* Task details: Every line in the records below with the string "lane" needs to be copied out.

::::::::::

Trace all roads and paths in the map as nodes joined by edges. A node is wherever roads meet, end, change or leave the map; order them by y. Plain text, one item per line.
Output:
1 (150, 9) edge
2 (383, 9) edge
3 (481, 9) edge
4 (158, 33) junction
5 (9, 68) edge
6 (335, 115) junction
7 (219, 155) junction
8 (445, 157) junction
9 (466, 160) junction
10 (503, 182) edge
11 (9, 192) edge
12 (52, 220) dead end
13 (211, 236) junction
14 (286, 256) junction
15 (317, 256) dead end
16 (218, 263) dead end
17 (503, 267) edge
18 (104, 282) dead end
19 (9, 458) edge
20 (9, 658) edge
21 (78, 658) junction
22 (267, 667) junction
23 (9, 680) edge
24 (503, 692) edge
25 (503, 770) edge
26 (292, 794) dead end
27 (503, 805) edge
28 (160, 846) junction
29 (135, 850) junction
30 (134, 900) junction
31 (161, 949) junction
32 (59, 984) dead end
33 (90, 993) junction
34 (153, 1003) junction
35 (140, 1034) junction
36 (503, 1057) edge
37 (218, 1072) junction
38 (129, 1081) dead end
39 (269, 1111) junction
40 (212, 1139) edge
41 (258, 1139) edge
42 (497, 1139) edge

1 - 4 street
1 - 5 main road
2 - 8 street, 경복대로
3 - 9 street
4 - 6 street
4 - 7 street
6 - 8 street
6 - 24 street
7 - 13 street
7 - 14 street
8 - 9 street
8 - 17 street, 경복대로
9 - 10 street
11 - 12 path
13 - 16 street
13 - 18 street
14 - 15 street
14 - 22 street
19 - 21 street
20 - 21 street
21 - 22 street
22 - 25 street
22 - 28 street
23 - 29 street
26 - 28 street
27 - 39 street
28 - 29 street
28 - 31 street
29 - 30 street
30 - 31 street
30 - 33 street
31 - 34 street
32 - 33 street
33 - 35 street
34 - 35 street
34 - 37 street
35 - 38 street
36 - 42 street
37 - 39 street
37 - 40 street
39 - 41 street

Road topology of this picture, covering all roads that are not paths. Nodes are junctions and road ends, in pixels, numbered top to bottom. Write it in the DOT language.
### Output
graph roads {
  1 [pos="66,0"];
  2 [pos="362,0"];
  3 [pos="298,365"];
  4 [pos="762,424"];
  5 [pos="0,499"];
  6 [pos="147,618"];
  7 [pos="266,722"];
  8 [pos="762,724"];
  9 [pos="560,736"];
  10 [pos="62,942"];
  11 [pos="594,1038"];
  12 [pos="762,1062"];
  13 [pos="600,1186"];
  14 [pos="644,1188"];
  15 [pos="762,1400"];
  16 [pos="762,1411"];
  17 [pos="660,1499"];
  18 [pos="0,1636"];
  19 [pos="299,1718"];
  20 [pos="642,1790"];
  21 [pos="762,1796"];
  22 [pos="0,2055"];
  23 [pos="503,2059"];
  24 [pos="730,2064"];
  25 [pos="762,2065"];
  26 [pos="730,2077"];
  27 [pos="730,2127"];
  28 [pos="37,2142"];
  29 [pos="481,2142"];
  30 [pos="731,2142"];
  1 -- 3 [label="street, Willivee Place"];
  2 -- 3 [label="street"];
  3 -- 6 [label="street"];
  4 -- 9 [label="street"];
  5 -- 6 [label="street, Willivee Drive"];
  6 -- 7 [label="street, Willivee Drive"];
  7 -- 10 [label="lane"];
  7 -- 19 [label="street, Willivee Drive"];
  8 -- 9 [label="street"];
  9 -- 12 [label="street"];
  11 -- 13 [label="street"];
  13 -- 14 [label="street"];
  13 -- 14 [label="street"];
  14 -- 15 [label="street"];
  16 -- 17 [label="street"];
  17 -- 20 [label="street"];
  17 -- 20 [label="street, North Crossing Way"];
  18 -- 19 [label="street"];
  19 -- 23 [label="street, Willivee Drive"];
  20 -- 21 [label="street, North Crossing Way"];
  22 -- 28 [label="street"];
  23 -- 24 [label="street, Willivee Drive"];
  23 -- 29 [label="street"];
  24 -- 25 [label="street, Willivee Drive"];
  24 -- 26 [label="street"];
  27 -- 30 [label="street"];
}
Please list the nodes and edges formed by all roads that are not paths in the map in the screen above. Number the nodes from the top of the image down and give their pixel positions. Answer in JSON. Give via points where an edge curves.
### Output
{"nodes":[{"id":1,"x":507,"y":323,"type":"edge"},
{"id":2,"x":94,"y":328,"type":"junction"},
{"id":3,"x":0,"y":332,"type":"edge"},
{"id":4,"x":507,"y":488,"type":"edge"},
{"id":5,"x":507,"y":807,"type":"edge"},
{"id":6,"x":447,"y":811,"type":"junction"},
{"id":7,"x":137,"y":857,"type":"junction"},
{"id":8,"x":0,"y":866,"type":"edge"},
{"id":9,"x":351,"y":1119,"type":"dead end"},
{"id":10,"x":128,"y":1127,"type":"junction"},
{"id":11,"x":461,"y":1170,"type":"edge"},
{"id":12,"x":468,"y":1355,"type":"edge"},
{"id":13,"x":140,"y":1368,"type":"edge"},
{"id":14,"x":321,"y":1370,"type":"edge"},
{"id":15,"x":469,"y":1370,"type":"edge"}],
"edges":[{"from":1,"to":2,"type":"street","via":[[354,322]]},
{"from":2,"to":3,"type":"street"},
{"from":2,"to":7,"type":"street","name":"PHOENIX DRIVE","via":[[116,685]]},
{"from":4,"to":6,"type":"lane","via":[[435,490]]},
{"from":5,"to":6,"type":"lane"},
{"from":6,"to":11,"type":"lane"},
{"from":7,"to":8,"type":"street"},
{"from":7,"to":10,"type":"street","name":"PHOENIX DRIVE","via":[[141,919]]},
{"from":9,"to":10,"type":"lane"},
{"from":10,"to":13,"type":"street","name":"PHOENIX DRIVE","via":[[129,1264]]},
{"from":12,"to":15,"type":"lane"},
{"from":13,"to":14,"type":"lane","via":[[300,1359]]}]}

::::::::::

* Response area:
  7 -- 10 [label="lane"];
{"from":4,"to":6,"type":"lane","via":[[435,490]]},
{"from":5,"to":6,"type":"lane"},
{"from":6,"to":11,"type":"lane"},
{"from":9,"to":10,"type":"lane"},
{"from":12,"to":15,"type":"lane"},
{"from":13,"to":14,"type":"lane","via":[[300,1359]]}]}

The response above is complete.